The Graham Foundation is well known for its contributions to the work of architects and designers as thought leaders. In recent grant programs, grantee projects (research), and public programs (social advocacy) The Available City program Chicago Architecture Biennial (Sept – Dec. 2021) revealed that some thinking never changes, fails to develop, and feeds on the most lasting problem of our time.

The video below describes a recent public program initiative of the Graham Foundation. As one involved in projects exactly like those below, only a half-century ago. The shock continues to be nothing has changed. It is as if I am watching a time loop with irrevokable power.

After watching it is easy to rationalize my experience and theirs. The vacant lot conversions of my New York past are now well-institutionalized community gardens or taken city-owned land absorbed into more extensive projects such as a head start center and housing. I wrote of one example in Brownsville, New York (here).

Another part of the surreal time loop feeling of “now it is all happening to you” is more critical regarding the essential sadness beneath the optimism of The Available City video. It is for the lack of robust, institutional stewardship of the built and “to be demolished” environment this is capable of reforming real estate development as a process. The lack of that stewardship allows the renewal strategy to be little more than restocking a supermarket shelf with packaged and processed, nutritionally neutral foods. Or, it could be worse than that. It supports development practices that are pleased to support a vacant, lead soil lot for a modest community garden or some adventure play. Oh, and a vague hint of change.

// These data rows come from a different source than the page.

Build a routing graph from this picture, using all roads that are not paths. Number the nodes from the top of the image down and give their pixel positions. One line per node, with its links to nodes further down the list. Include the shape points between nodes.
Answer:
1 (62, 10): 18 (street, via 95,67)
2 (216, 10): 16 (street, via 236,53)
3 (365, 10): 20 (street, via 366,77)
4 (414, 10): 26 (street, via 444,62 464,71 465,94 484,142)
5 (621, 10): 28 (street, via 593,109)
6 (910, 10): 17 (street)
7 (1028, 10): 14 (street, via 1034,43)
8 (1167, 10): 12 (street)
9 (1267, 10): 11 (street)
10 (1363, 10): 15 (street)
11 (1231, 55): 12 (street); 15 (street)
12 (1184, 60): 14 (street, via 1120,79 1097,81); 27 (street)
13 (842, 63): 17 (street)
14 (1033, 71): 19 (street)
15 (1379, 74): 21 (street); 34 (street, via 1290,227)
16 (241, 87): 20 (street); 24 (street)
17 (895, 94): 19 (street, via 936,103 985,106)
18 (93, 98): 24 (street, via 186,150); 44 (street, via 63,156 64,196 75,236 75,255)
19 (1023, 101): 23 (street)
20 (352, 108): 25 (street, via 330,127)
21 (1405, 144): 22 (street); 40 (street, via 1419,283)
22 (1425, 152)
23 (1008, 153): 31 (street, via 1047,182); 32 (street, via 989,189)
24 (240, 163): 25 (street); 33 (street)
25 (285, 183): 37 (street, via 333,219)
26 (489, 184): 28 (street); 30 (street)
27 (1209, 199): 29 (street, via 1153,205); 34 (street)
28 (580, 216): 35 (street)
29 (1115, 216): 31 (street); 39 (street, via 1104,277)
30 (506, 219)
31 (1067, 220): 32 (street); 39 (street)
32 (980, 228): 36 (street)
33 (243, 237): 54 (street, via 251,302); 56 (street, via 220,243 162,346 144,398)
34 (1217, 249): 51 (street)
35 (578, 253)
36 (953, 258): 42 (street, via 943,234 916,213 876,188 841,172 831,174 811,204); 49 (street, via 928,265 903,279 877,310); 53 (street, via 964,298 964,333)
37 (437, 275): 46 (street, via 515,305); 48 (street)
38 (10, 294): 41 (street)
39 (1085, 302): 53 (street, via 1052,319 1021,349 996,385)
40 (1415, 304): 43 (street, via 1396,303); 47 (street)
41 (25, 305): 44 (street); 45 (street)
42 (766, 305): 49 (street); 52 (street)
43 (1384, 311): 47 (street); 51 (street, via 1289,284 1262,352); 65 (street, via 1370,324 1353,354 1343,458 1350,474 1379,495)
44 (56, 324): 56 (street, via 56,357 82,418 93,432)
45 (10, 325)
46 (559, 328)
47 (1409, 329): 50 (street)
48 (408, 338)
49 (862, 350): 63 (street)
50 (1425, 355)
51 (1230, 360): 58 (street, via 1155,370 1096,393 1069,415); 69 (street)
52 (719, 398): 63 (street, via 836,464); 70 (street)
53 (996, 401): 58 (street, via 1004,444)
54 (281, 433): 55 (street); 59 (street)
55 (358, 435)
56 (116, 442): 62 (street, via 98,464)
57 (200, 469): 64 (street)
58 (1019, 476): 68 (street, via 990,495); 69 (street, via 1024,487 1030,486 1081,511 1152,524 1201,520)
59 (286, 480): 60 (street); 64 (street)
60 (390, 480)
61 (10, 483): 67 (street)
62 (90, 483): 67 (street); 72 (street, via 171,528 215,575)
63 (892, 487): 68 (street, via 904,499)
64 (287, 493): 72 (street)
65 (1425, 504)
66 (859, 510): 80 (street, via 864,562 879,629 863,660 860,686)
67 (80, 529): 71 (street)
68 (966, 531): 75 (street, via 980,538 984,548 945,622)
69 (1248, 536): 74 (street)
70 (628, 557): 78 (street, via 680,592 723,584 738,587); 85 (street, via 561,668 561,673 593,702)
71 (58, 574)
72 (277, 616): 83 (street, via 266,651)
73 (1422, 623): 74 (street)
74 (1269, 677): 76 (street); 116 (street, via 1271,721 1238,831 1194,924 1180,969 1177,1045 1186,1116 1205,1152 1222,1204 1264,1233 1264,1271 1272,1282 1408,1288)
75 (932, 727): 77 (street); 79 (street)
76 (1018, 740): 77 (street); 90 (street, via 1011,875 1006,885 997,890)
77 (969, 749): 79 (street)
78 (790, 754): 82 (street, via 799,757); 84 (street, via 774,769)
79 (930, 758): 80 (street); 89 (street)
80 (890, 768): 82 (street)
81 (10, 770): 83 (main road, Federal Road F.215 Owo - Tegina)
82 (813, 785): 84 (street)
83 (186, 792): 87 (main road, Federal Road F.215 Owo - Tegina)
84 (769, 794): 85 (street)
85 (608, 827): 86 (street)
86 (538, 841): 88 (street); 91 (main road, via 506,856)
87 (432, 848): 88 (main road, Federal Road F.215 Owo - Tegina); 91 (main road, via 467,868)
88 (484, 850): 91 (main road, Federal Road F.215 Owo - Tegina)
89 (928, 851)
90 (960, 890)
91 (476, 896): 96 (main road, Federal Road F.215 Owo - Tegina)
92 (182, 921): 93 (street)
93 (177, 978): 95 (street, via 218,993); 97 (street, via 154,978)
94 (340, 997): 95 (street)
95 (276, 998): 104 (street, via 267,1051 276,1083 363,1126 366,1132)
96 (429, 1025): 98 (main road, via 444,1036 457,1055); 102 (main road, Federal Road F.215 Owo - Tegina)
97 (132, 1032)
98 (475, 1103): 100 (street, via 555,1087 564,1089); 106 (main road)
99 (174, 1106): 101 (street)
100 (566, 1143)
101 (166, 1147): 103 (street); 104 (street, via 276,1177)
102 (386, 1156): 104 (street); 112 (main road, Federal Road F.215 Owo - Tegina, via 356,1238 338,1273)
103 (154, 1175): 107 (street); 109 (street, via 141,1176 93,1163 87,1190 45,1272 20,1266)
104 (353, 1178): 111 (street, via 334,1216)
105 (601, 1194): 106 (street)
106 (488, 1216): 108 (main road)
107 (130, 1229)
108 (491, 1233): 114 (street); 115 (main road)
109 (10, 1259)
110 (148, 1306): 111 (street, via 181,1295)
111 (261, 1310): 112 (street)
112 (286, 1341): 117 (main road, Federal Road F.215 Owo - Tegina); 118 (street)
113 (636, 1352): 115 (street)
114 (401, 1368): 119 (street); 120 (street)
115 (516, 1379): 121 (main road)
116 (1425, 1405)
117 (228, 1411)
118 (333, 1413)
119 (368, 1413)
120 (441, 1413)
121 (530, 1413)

The sadness is that these are earnest attempts to create a new life. They reflect the possible elimination of poverty with further use. The design builds on a grand purpose, recalling the loss by considering rebirth. Yet, to this day, the despair remains. It is limited to vegetables or keeping a playground safe amidst the chaos of the vacant lot neighborhoods of Chicago or those of Brooklyn. It was not enough then, and it is still that way.

Rocky Mountain Institute

Carbon Free Buildings Initiative

The Growth in the use of the word “must’ has become notable as a belief in something that is certain Examples in use are we must:

  • Construct only zero-carbon buildings
  • Retrofit 5% of buildings annually
  • Ensure electric and efficient appliances

Note the increased use of the Future Perfect Tense in response to “must.”  Examples are by 2030 we will:

  • Retrofit large numbers of existing buildings to be all-electric, grid-interactive, and efficient.
  • Create building industry platforms to support technology dissemination, supply chain development, and business-led interventions.
  • Raise public awareness of health and climate costs of fossil fuels in buildings.
  • Design and advocate for carbon-free building policies in 20 key US states representing 70% of direct gas use.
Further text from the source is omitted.